Como Jerome apaga el teléfono mientras trabaja, llama a Tanya Robinson,
la madre de Jerome y Barbara. Le dice a Tanya que no podrá comer con ellos
el domingo porque ha de viajar al norte. Una urgencia familiar, por así
decirlo, explica.
—Vaya, Holly —dice Tanya—. Lamento oírlo, cariño. ¿Lo llevarás bien?
—Sí —contesta Holly. Es lo que siempre dice cuando alguien le hace esa
espantosa pregunta cargada de significado.
Está casi segura de que mantiene un tono de normalidad, pero, en cuanto
cuelga, se cubre la cara con las manos y se echa a llorar. Lo desencadena ese
«cariño». Tener a alguien que la llama «cariño», a ella, a quien en el instituto
la apodaban Mongo-Mongo.
Tener al menos eso a lo que volver.
2
El sábado por la noche planea el viaje en coche mediante la aplicación Waze
desde su ordenador, incluyendo una parada para ir al baño y repostar su Prius.

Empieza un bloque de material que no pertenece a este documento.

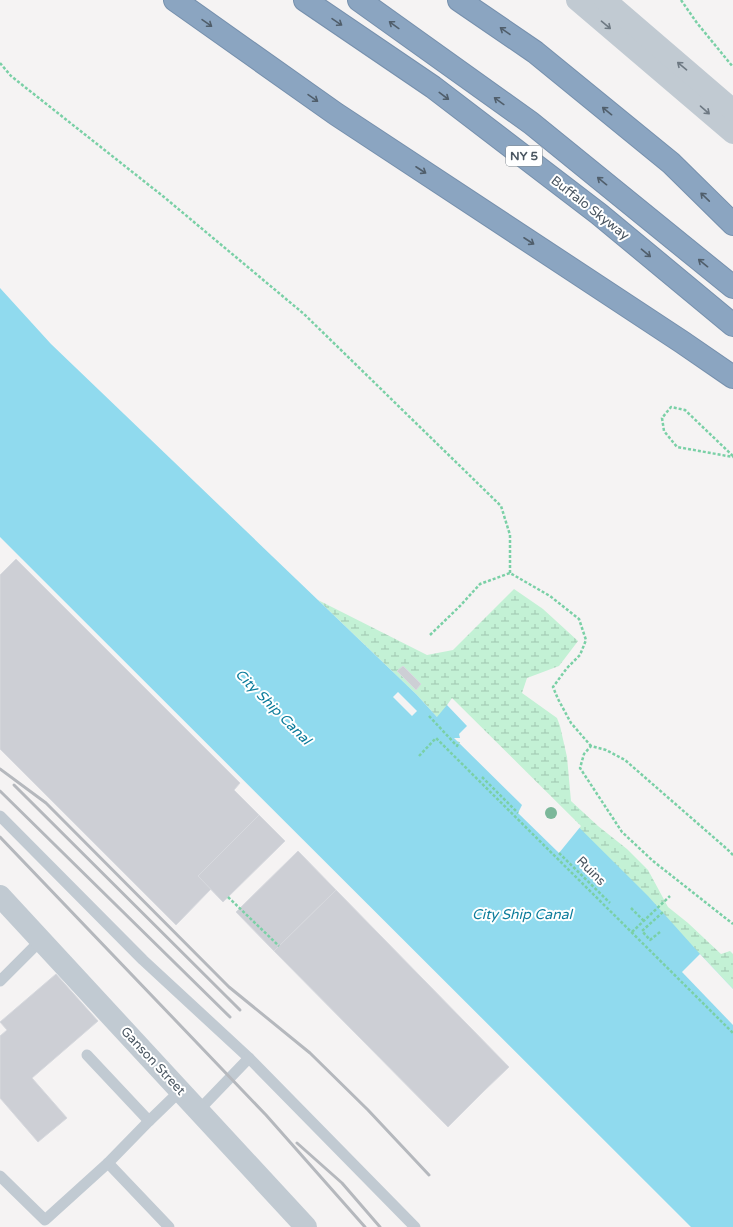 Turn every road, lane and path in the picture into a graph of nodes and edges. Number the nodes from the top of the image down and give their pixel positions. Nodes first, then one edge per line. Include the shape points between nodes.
1 (175, 0) edge
2 (305, 0) edge
3 (359, 0) edge
4 (459, 0) edge
5 (577, 0) edge
6 (605, 0) edge
7 (681, 0) edge
8 (644, 46) junction
9 (0, 63) edge
10 (733, 67) edge
11 (733, 110) edge
12 (733, 134) edge
13 (733, 224) edge
14 (733, 287) edge
15 (733, 326) edge
16 (733, 377) edge
17 (733, 457) edge
18 (510, 573) junction
19 (430, 635) dead end
20 (428, 716) dead end
21 (459, 742) dead end
22 (590, 746) junction
23 (419, 756) dead end
24 (482, 777) dead end
25 (518, 813) dead end
26 (0, 816) edge
27 (559, 853) dead end
28 (733, 855) edge
29 (0, 896) edge
30 (670, 896) dead end
31 (228, 897) dead end
32 (610, 904) dead end
33 (631, 908) dead end
34 (663, 912) dead end
35 (644, 921) junction
36 (733, 924) edge
37 (632, 932) junction
38 (660, 932) dead end
39 (41, 940) junction
40 (279, 946) dead end
41 (0, 981) edge
42 (733, 1033) edge
43 (87, 1056) dead end
44 (249, 1058) junction
45 (180, 1091) junction
46 (198, 1111) junction
47 (149, 1121) junction
48 (108, 1163) junction
49 (0, 1176) edge
50 (42, 1223) edge
51 (169, 1227) edge
52 (306, 1227) edge
53 (415, 1227) edge

1 -> 16 highway via 336,114
2 -> 15 highway, Buffalo Skyway / NY 5 via 439,92 599,214
14 -> 3 highway, NY 5 via 531,123
13 -> 4 highway via 671,163 535,52
5 -> 8 street
6 - 8 street
7 - 10 path
11 -> 8 street
8 -> 12 street
9 - 18 path via 11,76 164,197 304,314 502,506 510,535
17 - 17 path via 685,410 671,407 662,418 664,431 677,447
18 - 19 path via 480,584
18 - 22 path via 550,596 579,618 586,640 580,656 553,687 571,723
20 - 21 path via 457,746
22 - 28 path via 606,750 626,760
22 - 36 path via 584,754 580,768 622,832
23 - 37 path via 436,738
24 - 25 path
26 - 44 lane via 143,960
27 - 32 path, Ruins
29 - 39 street, Ganson Street
30 - 35 path
31 - 40 path
33 - 35 path
34 - 38 path via 642,931 650,940
35 - 37 path
37 - 42 path
39 - 41 lane
39 - 45 street, Ganson Street
43 - 47 lane
44 - 46 lane
44 - 53 lane
45 - 46 street, Ganson Street
45 - 47 lane
46 - 52 street, Ganson Street
47 - 48 lane
48 - 50 lane
48 - 51 lane
49 - 50 lane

Si quiere llegar a mediodía, tendrá que salir a las siete y media, lo que le dará
tiempo para una taza de té (descafeinado), unas tostadas y un huevo pasado
por agua. Una vez realizado con todo detalle este trabajo preliminar, se
acuesta y se queda despierta en la cama durante dos horas, a diferencia de lo
que le ocurrió la noche después del atentado en la escuela Macready. Cuando
por fin se duerme, sueña con Chet Ondowsky. Este habla de la carnicería que
presenció al incorporarse a las tareas de los primeros servicios de emergencia
que acudieron al lugar, y dice cosas que nunca diría por televisión. Había
sangre en los ladrillos, dice. Había un zapato con un pie todavía dentro, dice.
La niña que llamaba llorando a su madre, dice, gritó de dolor pese a que él la
cogió en brazos con suma delicadeza. Cuenta todo esto con su mejor voz de
informador objetivo, pero mientras habla se rasga las vestiduras. No solo el
bolsillo y la manga de la chaqueta del traje, sino primero una solapa y después
la otra. Se tira de la corbata y la rompe en dos. Después se desgarra la parte
delantera de la camisa, arrancándose los botones.